8. Enable or disable the soft quota limit.
– To enable the soft quota limit, select the Soft Quota check box.
– To disable the soft quota limit, clear the Soft Quota check box.
9. Enable or disable the hard quota limit.
– To enable the hard quota limit, select the Hard Quota check box.
– To disable the hard quota limit, clear the Hard Quota check box.
10. Click OK.
Deleting a User or Group Quota Rule
Delete a user or group quota rule if you no longer need to control the amount of NAS volume space a
user or group can utilize.
1. Click the NAS Volumes tab on the left.
2. Click the All NAS Volumes tab on the top.
3. In the All NAS Volumes pane, click in the row of the volume whose quotas you want to modify.
4. Click View Details.
5. Click the Quotas tab on the top.
6.
In the Users Quota or Groups Quotas pane, click in the row of the rule you want to modify.
7. Click Delete.
The Delete Quota Rule dialog box appears
8. Click OK.
Managing Data Reduction
Data reduction is enabled on a per NAS volume basis. The FluidFS cluster supports two types of data
reduction:
• Data deduplication: Uses algorithms to eliminate redundant data, leaving only one copy of the data
to be stored.

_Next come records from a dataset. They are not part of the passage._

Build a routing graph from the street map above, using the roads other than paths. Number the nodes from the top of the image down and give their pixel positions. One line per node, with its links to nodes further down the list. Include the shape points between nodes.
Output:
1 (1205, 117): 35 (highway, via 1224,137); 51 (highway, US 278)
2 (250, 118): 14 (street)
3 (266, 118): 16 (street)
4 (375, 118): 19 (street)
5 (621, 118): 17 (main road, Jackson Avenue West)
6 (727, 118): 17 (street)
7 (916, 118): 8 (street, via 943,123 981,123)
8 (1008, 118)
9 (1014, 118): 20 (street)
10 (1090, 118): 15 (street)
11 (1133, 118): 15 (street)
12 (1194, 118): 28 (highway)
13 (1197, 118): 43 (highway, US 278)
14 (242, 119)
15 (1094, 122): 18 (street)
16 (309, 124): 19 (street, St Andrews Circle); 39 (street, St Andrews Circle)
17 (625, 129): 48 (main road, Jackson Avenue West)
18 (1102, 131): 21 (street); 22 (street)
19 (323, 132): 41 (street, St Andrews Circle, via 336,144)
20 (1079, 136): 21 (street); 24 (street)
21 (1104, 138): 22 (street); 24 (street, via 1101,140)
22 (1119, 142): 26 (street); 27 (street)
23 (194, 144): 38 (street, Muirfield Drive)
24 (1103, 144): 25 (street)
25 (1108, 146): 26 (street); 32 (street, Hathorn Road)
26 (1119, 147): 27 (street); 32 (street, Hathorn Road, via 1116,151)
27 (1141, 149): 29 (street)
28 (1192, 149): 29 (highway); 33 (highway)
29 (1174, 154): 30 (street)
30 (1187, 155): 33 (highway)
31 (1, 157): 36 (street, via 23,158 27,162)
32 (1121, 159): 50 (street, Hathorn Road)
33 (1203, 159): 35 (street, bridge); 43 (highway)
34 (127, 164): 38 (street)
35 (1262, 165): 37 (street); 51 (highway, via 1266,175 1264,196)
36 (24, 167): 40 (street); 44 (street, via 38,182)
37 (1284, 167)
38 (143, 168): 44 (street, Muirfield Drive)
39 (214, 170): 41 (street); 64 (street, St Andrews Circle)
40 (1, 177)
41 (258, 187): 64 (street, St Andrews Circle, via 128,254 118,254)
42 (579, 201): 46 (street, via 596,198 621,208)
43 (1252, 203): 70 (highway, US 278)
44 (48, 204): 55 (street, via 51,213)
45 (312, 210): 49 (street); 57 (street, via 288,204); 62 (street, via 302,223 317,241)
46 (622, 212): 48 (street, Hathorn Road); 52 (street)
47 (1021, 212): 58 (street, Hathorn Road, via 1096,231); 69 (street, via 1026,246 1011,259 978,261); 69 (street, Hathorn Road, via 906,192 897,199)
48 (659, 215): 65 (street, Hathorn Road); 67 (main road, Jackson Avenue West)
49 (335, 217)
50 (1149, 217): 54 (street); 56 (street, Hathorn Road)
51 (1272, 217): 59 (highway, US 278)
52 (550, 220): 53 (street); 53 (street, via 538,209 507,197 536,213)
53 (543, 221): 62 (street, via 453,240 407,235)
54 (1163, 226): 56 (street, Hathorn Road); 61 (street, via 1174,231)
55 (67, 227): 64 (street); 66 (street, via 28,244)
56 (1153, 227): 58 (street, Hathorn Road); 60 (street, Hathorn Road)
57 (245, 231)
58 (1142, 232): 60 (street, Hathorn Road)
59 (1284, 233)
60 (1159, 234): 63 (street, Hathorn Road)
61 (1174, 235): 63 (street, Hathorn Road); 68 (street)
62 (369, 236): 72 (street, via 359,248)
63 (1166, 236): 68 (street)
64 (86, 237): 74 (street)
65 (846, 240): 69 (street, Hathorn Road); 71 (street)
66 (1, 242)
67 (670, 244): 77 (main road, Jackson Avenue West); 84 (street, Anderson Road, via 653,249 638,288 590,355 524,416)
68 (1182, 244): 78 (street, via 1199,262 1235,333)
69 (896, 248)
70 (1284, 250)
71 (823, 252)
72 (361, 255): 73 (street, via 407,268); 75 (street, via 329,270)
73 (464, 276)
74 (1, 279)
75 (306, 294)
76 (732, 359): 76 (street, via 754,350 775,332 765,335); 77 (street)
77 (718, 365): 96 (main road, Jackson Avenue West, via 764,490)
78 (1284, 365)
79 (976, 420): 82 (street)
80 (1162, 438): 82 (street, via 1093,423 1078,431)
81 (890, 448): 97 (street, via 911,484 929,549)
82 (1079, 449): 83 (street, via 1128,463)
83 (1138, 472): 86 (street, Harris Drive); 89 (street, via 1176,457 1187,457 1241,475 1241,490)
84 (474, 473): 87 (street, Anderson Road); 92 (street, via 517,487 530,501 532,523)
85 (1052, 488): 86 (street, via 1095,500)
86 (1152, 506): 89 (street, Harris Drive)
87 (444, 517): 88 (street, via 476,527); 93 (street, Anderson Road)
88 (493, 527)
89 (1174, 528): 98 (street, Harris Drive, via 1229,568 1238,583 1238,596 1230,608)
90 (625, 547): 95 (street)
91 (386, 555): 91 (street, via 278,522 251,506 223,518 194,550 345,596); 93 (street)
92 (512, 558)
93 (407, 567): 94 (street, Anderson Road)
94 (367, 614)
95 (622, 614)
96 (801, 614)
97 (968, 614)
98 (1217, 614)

The FluidFS cluster uses variable-size block level deduplication as opposed to file level
deduplication.
• Data compression: Uses proprietary algorithms to reduce the size of stored data.
Data reduction also provides space savings for snapshots taken after files have been reduced.
By default, data reduction is applied only to files that have not been accessed or modified for 30 days, in
order to minimize the impact of data reduction on performance. The minimum file size to be considered
for data reduction processing is 64 KB. Data reduction is applied per NAS controller, that is, the same
chunks of data that are owned by the different NAS controllers are not considered duplicates.
Because quotas are based on logical rather than physical space consumption, data reduction does not
affect quota calculations.
In the event that you disable data reduction, data remains in its reduced state during subsequent read
operations by default. You have the option to enable rehydrate‐on‐read when disabling data reduction,
which causes “rehydration” (reversal of data reduction) of data on subsequent read operations. You
cannot rehydrate an entire NAS volume with a single command, although you could accomplish this by
reading the entire NAS volume.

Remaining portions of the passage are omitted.